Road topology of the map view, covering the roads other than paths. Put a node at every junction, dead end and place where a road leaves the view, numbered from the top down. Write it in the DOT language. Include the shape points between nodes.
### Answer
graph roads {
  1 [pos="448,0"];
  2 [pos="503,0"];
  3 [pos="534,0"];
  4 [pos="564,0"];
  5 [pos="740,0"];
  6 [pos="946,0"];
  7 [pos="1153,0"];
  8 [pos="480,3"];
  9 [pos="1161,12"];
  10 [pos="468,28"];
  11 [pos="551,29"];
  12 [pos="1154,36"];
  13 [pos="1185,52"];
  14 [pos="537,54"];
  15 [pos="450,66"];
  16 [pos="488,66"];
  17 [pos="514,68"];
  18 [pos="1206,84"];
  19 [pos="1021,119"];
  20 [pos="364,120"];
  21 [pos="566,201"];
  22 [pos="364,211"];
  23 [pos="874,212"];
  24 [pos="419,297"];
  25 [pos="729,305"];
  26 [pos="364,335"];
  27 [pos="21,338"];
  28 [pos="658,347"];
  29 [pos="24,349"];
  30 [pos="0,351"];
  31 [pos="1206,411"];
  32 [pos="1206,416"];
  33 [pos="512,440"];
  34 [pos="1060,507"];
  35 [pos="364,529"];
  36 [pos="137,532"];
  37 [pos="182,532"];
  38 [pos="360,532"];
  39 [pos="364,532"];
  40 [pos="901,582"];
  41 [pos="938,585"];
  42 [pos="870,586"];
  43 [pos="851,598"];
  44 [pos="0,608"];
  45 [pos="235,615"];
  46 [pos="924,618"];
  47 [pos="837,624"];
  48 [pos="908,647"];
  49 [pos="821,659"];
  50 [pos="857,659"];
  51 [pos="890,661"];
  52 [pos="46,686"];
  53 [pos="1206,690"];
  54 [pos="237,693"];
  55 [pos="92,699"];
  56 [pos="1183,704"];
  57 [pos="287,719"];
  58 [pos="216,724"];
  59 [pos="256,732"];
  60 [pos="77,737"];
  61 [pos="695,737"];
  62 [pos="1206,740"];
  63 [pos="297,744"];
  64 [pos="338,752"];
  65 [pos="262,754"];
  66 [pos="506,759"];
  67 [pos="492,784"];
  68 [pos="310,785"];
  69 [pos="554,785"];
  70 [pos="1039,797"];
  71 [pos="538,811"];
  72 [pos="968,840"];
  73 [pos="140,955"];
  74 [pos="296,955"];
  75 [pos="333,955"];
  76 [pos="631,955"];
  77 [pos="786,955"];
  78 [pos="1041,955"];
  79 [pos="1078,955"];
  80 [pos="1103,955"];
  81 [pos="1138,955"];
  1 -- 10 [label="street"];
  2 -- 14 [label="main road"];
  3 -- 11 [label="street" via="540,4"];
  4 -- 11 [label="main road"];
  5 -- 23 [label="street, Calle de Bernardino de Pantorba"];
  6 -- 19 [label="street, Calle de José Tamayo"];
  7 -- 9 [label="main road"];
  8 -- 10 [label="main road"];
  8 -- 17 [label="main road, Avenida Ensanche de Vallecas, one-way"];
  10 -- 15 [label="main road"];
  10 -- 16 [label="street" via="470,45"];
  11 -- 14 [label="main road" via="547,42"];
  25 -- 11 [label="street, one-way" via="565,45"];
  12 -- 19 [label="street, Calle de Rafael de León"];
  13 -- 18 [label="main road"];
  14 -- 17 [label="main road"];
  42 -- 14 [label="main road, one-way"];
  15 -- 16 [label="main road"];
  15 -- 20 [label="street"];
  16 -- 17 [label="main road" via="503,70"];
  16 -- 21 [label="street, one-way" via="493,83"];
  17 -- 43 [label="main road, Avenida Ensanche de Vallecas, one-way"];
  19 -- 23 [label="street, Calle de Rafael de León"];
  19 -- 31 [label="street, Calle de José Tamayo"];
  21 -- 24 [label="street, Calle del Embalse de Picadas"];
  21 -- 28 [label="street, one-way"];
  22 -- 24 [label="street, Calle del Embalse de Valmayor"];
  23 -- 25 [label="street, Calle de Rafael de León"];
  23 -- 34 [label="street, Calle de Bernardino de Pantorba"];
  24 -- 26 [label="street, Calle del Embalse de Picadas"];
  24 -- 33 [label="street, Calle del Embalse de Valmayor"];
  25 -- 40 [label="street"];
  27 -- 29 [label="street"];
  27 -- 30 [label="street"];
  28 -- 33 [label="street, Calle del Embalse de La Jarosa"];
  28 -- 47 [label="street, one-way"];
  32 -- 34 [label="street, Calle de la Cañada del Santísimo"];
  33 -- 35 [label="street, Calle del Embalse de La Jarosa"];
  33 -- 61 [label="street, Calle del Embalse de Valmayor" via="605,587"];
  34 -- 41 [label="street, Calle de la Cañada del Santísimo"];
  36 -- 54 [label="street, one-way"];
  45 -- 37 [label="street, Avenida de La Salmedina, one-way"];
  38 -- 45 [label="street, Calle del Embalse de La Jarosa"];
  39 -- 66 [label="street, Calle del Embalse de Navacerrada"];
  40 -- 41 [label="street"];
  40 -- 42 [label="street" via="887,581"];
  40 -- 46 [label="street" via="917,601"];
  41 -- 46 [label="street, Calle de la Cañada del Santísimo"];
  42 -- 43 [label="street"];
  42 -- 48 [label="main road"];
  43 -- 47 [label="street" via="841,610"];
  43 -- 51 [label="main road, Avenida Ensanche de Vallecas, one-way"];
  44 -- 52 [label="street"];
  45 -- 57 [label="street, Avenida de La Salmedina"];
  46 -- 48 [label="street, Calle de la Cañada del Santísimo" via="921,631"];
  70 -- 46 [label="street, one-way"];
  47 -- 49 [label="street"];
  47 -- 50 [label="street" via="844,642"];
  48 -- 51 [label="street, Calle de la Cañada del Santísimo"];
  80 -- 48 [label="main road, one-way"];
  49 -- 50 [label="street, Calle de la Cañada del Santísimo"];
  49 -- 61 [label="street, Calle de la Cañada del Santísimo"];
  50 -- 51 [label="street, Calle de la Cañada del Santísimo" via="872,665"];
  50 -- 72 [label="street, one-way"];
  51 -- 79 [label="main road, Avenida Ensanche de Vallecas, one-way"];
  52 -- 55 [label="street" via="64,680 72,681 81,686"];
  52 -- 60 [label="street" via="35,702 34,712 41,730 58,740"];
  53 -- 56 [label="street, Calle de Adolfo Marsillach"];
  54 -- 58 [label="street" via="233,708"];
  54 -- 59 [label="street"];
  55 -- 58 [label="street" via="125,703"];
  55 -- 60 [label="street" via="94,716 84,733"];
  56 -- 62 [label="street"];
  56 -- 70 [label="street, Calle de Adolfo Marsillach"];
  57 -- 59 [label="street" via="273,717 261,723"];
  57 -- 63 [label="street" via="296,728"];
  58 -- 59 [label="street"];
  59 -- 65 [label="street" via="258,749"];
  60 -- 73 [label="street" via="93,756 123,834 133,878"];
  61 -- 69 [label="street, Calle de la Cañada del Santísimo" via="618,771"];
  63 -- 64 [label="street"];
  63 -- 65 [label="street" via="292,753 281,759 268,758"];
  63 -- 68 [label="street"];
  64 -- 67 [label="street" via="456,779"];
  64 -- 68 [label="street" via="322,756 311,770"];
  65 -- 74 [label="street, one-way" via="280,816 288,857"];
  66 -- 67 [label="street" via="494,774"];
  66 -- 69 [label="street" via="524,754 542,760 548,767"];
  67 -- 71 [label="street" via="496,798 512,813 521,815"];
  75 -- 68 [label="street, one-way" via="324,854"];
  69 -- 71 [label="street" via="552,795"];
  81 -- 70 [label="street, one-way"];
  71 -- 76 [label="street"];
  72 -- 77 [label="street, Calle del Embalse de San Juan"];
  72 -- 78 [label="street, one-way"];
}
§ §
**AIM OF THE EXERCISE**
Reproduce the whole listing without changing anything.

**ANSWER FOR THE TASK**
Road topology of the map view, covering the roads other than paths. Put a node at every junction, dead end and place where a road leaves the view, numbered from the top down. Write it in the DOT language. Include the shape points between nodes.
### Answer
graph roads {
  1 [pos="448,0"];
  2 [pos="503,0"];
  3 [pos="534,0"];
  4 [pos="564,0"];
  5 [pos="740,0"];
  6 [pos="946,0"];
  7 [pos="1153,0"];
  8 [pos="480,3"];
  9 [pos="1161,12"];
  10 [pos="468,28"];
  11 [pos="551,29"];
  12 [pos="1154,36"];
  13 [pos="1185,52"];
  14 [pos="537,54"];
  15 [pos="450,66"];
  16 [pos="488,66"];
  17 [pos="514,68"];
  18 [pos="1206,84"];
  19 [pos="1021,119"];
  20 [pos="364,120"];
  21 [pos="566,201"];
  22 [pos="364,211"];
  23 [pos="874,212"];
  24 [pos="419,297"];
  25 [pos="729,305"];
  26 [pos="364,335"];
  27 [pos="21,338"];
  28 [pos="658,347"];
  29 [pos="24,349"];
  30 [pos="0,351"];
  31 [pos="1206,411"];
  32 [pos="1206,416"];
  33 [pos="512,440"];
  34 [pos="1060,507"];
  35 [pos="364,529"];
  36 [pos="137,532"];
  37 [pos="182,532"];
  38 [pos="360,532"];
  39 [pos="364,532"];
  40 [pos="901,582"];
  41 [pos="938,585"];
  42 [pos="870,586"];
  43 [pos="851,598"];
  44 [pos="0,608"];
  45 [pos="235,615"];
  46 [pos="924,618"];
  47 [pos="837,624"];
  48 [pos="908,647"];
  49 [pos="821,659"];
  50 [pos="857,659"];
  51 [pos="890,661"];
  52 [pos="46,686"];
  53 [pos="1206,690"];
  54 [pos="237,693"];
  55 [pos="92,699"];
  56 [pos="1183,704"];
  57 [pos="287,719"];
  58 [pos="216,724"];
  59 [pos="256,732"];
  60 [pos="77,737"];
  61 [pos="695,737"];
  62 [pos="1206,740"];
  63 [pos="297,744"];
  64 [pos="338,752"];
  65 [pos="262,754"];
  66 [pos="506,759"];
  67 [pos="492,784"];
  68 [pos="310,785"];
  69 [pos="554,785"];
  70 [pos="1039,797"];
  71 [pos="538,811"];
  72 [pos="968,840"];
  73 [pos="140,955"];
  74 [pos="296,955"];
  75 [pos="333,955"];
  76 [pos="631,955"];
  77 [pos="786,955"];
  78 [pos="1041,955"];
  79 [pos="1078,955"];
  80 [pos="1103,955"];
  81 [pos="1138,955"];
  1 -- 10 [label="street"];
  2 -- 14 [label="main road"];
  3 -- 11 [label="street" via="540,4"];
  4 -- 11 [label="main road"];
  5 -- 23 [label="street, Calle de Bernardino de Pantorba"];
  6 -- 19 [label="street, Calle de José Tamayo"];
  7 -- 9 [label="main road"];
  8 -- 10 [label="main road"];
  8 -- 17 [label="main road, Avenida Ensanche de Vallecas, one-way"];
  10 -- 15 [label="main road"];
  10 -- 16 [label="street" via="470,45"];
  11 -- 14 [label="main road" via="547,42"];
  25 -- 11 [label="street, one-way" via="565,45"];
  12 -- 19 [label="street, Calle de Rafael de León"];
  13 -- 18 [label="main road"];
  14 -- 17 [label="main road"];
  42 -- 14 [label="main road, one-way"];
  15 -- 16 [label="main road"];
  15 -- 20 [label="street"];
  16 -- 17 [label="main road" via="503,70"];
  16 -- 21 [label="street, one-way" via="493,83"];
  17 -- 43 [label="main road, Avenida Ensanche de Vallecas, one-way"];
  19 -- 23 [label="street, Calle de Rafael de León"];
  19 -- 31 [label="street, Calle de José Tamayo"];
  21 -- 24 [label="street, Calle del Embalse de Picadas"];
  21 -- 28 [label="street, one-way"];
  22 -- 24 [label="street, Calle del Embalse de Valmayor"];
  23 -- 25 [label="street, Calle de Rafael de León"];
  23 -- 34 [label="street, Calle de Bernardino de Pantorba"];
  24 -- 26 [label="street, Calle del Embalse de Picadas"];
  24 -- 33 [label="street, Calle del Embalse de Valmayor"];
  25 -- 40 [label="street"];
  27 -- 29 [label="street"];
  27 -- 30 [label="street"];
  28 -- 33 [label="street, Calle del Embalse de La Jarosa"];
  28 -- 47 [label="street, one-way"];
  32 -- 34 [label="street, Calle de la Cañada del Santísimo"];
  33 -- 35 [label="street, Calle del Embalse de La Jarosa"];
  33 -- 61 [label="street, Calle del Embalse de Valmayor" via="605,587"];
  34 -- 41 [label="street, Calle de la Cañada del Santísimo"];
  36 -- 54 [label="street, one-way"];
  45 -- 37 [label="street, Avenida de La Salmedina, one-way"];
  38 -- 45 [label="street, Calle del Embalse de La Jarosa"];
  39 -- 66 [label="street, Calle del Embalse de Navacerrada"];
  40 -- 41 [label="street"];
  40 -- 42 [label="street" via="887,581"];
  40 -- 46 [label="street" via="917,601"];
  41 -- 46 [label="street, Calle de la Cañada del Santísimo"];
  42 -- 43 [label="street"];
  42 -- 48 [label="main road"];
  43 -- 47 [label="street" via="841,610"];
  43 -- 51 [label="main road, Avenida Ensanche de Vallecas, one-way"];
  44 -- 52 [label="street"];
  45 -- 57 [label="street, Avenida de La Salmedina"];
  46 -- 48 [label="street, Calle de la Cañada del Santísimo" via="921,631"];
  70 -- 46 [label="street, one-way"];
  47 -- 49 [label="street"];
  47 -- 50 [label="street" via="844,642"];
  48 -- 51 [label="street, Calle de la Cañada del Santísimo"];
  80 -- 48 [label="main road, one-way"];
  49 -- 50 [label="street, Calle de la Cañada del Santísimo"];
  49 -- 61 [label="street, Calle de la Cañada del Santísimo"];
  50 -- 51 [label="street, Calle de la Cañada del Santísimo" via="872,665"];
  50 -- 72 [label="street, one-way"];
  51 -- 79 [label="main road, Avenida Ensanche de Vallecas, one-way"];
  52 -- 55 [label="street" via="64,680 72,681 81,686"];
  52 -- 60 [label="street" via="35,702 34,712 41,730 58,740"];
  53 -- 56 [label="street, Calle de Adolfo Marsillach"];
  54 -- 58 [label="street" via="233,708"];
  54 -- 59 [label="street"];
  55 -- 58 [label="street" via="125,703"];
  55 -- 60 [label="street" via="94,716 84,733"];
  56 -- 62 [label="street"];
  56 -- 70 [label="street, Calle de Adolfo Marsillach"];
  57 -- 59 [label="street" via="273,717 261,723"];
  57 -- 63 [label="street" via="296,728"];
  58 -- 59 [label="street"];
  59 -- 65 [label="street" via="258,749"];
  60 -- 73 [label="street" via="93,756 123,834 133,878"];
  61 -- 69 [label="street, Calle de la Cañada del Santísimo" via="618,771"];
  63 -- 64 [label="street"];
  63 -- 65 [label="street" via="292,753 281,759 268,758"];
  63 -- 68 [label="street"];
  64 -- 67 [label="street" via="456,779"];
  64 -- 68 [label="street" via="322,756 311,770"];
  65 -- 74 [label="street, one-way" via="280,816 288,857"];
  66 -- 67 [label="street" via="494,774"];
  66 -- 69 [label="street" via="524,754 542,760 548,767"];
  67 -- 71 [label="street" via="496,798 512,813 521,815"];
  75 -- 68 [label="street, one-way" via="324,854"];
  69 -- 71 [label="street" via="552,795"];
  81 -- 70 [label="street, one-way"];
  71 -- 76 [label="street"];
  72 -- 77 [label="street, Calle del Embalse de San Juan"];
  72 -- 78 [label="street, one-way"];
}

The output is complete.